> [Activity]: Starting at the line that holds "cairo_image_surface_create(CAIRO_FORMAT_RGB24, 2520, 1068);" and stopping at the line that holds "cairo_set_miter_limit(c, 4);", restate the records below word for word, with both of those lines included.

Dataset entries
- - - - - - -

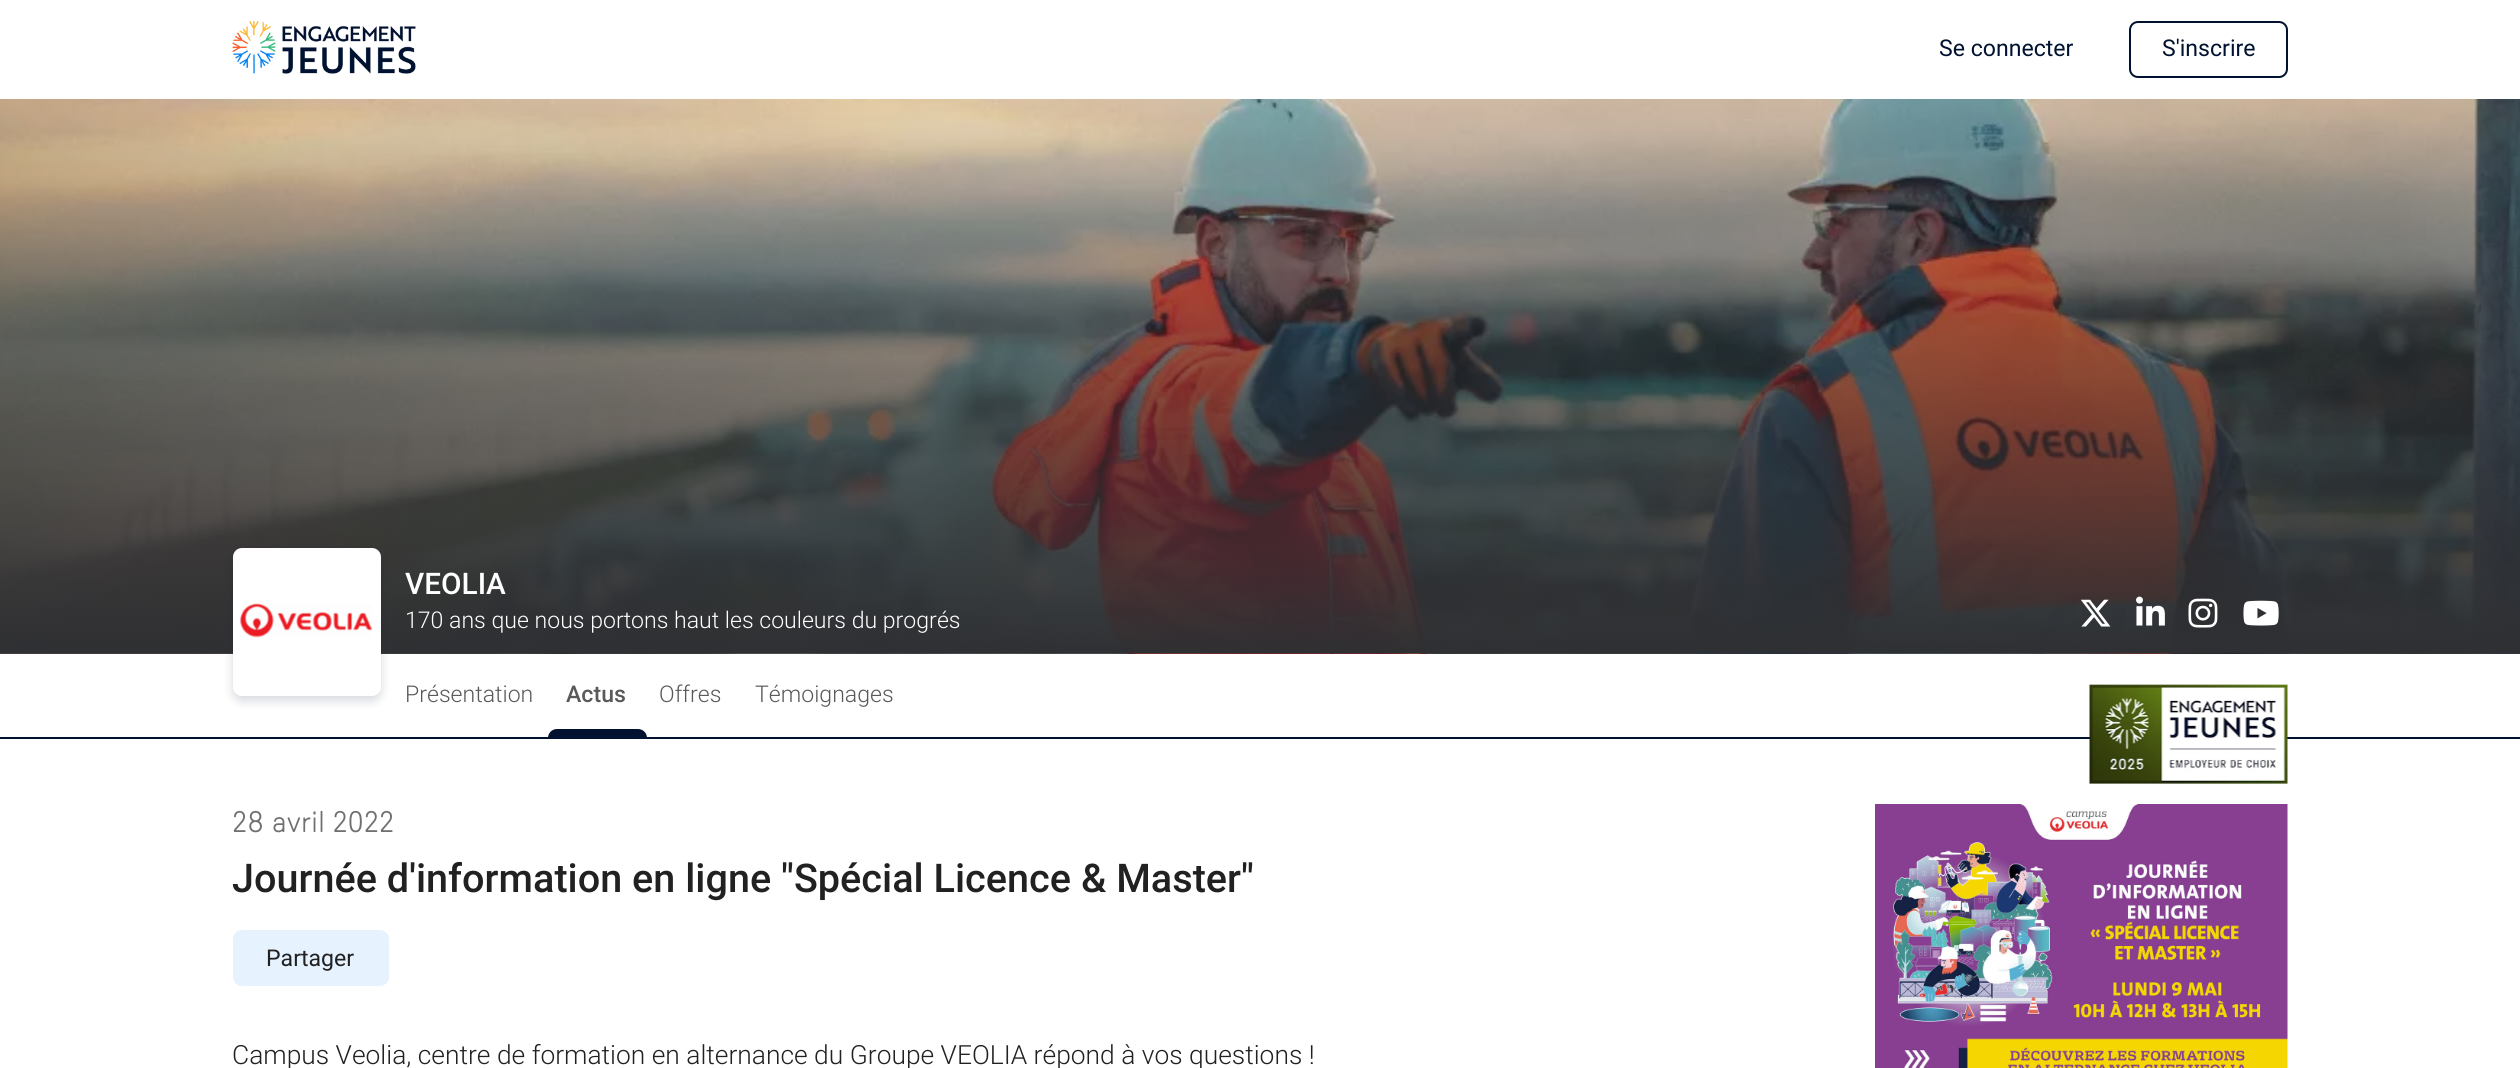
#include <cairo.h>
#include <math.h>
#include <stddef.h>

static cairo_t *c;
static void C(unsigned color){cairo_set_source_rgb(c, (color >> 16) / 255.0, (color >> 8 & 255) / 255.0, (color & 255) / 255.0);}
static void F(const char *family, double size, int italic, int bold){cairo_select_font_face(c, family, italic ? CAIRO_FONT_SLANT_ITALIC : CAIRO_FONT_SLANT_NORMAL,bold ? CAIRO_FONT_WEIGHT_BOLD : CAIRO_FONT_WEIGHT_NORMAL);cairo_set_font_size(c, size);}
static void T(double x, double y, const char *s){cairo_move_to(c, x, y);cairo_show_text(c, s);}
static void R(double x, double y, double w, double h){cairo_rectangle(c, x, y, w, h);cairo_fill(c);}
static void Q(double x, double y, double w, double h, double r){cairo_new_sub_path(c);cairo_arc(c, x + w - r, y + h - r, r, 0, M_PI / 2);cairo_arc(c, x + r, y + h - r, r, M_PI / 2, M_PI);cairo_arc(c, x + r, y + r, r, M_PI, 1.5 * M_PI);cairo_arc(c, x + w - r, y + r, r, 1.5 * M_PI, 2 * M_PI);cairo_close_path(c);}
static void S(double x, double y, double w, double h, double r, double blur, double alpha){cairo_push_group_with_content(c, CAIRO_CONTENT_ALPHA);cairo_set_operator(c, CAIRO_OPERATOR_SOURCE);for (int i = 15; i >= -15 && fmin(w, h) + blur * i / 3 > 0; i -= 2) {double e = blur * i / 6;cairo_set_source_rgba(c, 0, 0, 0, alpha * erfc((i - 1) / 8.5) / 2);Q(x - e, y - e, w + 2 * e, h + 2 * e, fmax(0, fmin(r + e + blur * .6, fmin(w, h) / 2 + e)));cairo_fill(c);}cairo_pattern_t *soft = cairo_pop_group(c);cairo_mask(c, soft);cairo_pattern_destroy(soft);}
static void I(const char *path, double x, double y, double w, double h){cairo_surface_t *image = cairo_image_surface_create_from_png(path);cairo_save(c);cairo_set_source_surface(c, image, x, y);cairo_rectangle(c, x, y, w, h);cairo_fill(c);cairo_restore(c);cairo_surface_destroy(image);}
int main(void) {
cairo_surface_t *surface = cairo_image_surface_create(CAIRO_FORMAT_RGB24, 2520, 1068);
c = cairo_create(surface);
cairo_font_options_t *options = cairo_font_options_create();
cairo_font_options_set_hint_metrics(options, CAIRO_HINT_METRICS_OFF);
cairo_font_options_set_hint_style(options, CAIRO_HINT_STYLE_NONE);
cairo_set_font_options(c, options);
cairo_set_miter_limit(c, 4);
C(0xffffff);
cairo_paint(c);
I("1.png",232,21,184,53);
F("Roboto",23.1,0,0);
C(0x001230);
T(1939,56,"Se connecter");
Q(2130,22,157,55,8);
cairo_stroke(c);
T(2162,56,"S'inscrire");
I("2.png",0,99,2520,555);
C(0x001230);
S(233,552,148,149,9,5,.16);
C(0xffffff);
Q(233,548,148,148,9);
cairo_fill(c);
I("3.png",240,603,133,35);
F("Roboto Medium",29.75,0,0);
T(405,594,"VEOLIA");
F("Roboto Light",23.1,0,0);
T(405,628,"170 ans que nous portons haut les couleurs du progrés");
I("4.png",2080,599,31,28);
I("5.png",2136,596,29,30);
I("6.png",2188,598,30,30);
I("7.png",2243,600,36,26);
C(0x001230);
R(0,737,2520,2);
C(0x595959);
T(405,702,"Présentation");
F("Roboto Medium",23.1,0,0);
T(566,702,"Actus");
C(0x001230);
cairo_new_path(c);
cairo_move_to(c,557,729);
cairo_line_to(c,638,729);
cairo_curve_to(c,643,729,647,733,647,738);
cairo_line_to(c,548,738);
cairo_curve_to(c,548,733,552,729,557,729);
cairo_close_path(c);
cairo_fill(c);
F("Roboto Light",23.1,0,0);
C(0x595959);
T(659,702,"Offres");
T(755,702,"Témoignages");
I("8.png",2089,684,199,100);
F("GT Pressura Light",29.75,0,0);
C(0x707070);
T(232,832,"28 avril 2022");
F("Roboto Medium",39.6,0,0);
C(0x212121);
T(232,892,"Journée d'information en ligne \"Spécial Licence & Master\"");
C(0xe6f3ff);
Q(233,930,156,56,9);
cairo_fill(c);
F("Roboto",23.1,0,0);
C(0x212121);
T(266,966,"Partager");
F("Roboto Light",26.4,0,0);
T(232,1064,"Campus Veolia, centre de formation en alternance du Groupe VEOLIA répond à vos questions !");
I("9.png",1875,804,413,264);
cairo_surface_write_to_png(surface, "o.png");
cairo_font_options_destroy(options);
cairo_destroy(c);
cairo_surface_destroy(surface);
return 0;
}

- - - - - - -

> [Result for this task]:
cairo_surface_t *surface = cairo_image_surface_create(CAIRO_FORMAT_RGB24, 2520, 1068);
c = cairo_create(surface);
cairo_font_options_t *options = cairo_font_options_create();
cairo_font_options_set_hint_metrics(options, CAIRO_HINT_METRICS_OFF);
cairo_font_options_set_hint_style(options, CAIRO_HINT_STYLE_NONE);
cairo_set_font_options(c, options);
cairo_set_miter_limit(c, 4);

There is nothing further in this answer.